Empathy is usually pretty useful, but there are moments when I wish I didn’t have any. This was one of these. My (now ex) girlfriend was sitting on her couch, her eyes glistening wet with tears. I really should have taken some blockers before coming here, but I pride myself on going through my personal life without pharmacological support, so my mirror neurons were screaming at me. Look at her! She’s in pain! And you’re the reason!

Empathy can be rather painful and unpleasant. And to add insult to injury, I was also getting quite bored. I had nothing else to say, and I felt like I have exhausted all the words I wanted to use about half an infinity ago. Yet I didn’t know whether it was appropriate to rise and leave now, or should I still wait some more. Normally, I would browse the net to kill time, but Jane was looking at me and would see the specks of light in my eyes, and it would hurt her even more, so I had to live through reality unagumented, like a straightedge.

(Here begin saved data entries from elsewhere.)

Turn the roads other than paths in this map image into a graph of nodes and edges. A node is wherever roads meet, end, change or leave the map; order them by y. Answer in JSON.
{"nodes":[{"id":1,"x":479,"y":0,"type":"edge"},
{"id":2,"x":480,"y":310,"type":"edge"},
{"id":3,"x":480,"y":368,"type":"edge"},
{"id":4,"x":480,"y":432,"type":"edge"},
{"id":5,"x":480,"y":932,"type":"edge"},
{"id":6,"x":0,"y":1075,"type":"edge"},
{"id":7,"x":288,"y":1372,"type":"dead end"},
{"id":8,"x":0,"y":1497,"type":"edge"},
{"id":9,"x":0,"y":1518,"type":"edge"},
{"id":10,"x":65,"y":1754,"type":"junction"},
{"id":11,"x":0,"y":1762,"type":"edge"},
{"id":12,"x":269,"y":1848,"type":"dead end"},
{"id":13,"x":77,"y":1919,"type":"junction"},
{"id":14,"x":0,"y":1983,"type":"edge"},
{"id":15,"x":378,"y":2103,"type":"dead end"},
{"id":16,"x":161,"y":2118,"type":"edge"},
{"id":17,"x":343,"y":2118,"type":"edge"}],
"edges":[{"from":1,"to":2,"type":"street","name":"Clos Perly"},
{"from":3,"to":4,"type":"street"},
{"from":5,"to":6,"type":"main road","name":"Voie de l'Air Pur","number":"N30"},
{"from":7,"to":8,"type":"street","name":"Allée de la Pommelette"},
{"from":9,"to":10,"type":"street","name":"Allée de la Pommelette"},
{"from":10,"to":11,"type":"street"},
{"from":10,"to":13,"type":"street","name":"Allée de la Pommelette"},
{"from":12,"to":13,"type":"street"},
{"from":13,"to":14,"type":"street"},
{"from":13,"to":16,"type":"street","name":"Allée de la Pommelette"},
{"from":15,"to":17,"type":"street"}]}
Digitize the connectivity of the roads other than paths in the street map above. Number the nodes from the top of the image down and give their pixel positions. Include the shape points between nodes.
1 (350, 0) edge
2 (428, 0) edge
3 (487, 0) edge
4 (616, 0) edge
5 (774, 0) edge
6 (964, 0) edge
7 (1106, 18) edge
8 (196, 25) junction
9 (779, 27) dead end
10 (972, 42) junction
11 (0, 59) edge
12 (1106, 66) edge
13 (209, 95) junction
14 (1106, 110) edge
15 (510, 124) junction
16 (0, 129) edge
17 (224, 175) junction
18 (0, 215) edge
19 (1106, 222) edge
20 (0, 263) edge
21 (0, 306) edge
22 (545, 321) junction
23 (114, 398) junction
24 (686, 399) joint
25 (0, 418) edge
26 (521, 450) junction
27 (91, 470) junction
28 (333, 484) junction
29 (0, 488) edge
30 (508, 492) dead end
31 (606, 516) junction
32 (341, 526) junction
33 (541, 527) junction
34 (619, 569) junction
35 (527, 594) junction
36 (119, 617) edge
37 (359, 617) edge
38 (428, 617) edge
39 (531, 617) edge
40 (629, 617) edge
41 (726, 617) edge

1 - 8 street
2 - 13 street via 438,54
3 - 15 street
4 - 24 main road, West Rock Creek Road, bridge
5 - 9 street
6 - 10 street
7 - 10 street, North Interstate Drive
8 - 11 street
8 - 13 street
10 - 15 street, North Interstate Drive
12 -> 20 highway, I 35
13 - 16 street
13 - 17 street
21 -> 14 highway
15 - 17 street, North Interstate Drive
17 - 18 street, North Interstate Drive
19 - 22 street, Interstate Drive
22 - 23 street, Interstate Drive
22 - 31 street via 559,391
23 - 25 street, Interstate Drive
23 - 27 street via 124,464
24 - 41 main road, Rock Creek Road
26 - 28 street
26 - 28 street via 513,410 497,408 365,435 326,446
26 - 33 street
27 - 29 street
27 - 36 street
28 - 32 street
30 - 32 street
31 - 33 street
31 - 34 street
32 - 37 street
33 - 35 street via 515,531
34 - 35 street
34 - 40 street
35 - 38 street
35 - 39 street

And then my pager beeped and vibrated.

You probably don’t even know what a pager is, so let me explain. It’s a device for one-way, fully encrypted communication, which pretends to be something else entirely. My pager was shaped to look like a lighter, and I carried it in my breast pocket. A possession of a pager is a class II felony, unless you were a member of the giant shadowy world of security with appropriate paperwork and licenses.

I wasn’t.

Still, Jane thought I was. Incidentally, this a notion she curiously got on her own, since I very carefully made sure that I didn’t directly represent myself as a licensed law enforcement or national security operator. She was a law abiding citizen and thus her phone included a legally mandated sealed lifecorder functionality, so all our conversations were potentially subject to a subpoena.

I had a lifecorder, too, of course. But mine was actively paranoid, highly aggressive and utterly illegal. It was encoded with a shard of my personality, which in itself was a class I felony and would land me in one of the gitmos faster than I could say “don’t shoot, I’m unarmed!”.

What can I say, in my line of work you can’t be overly risk-averse.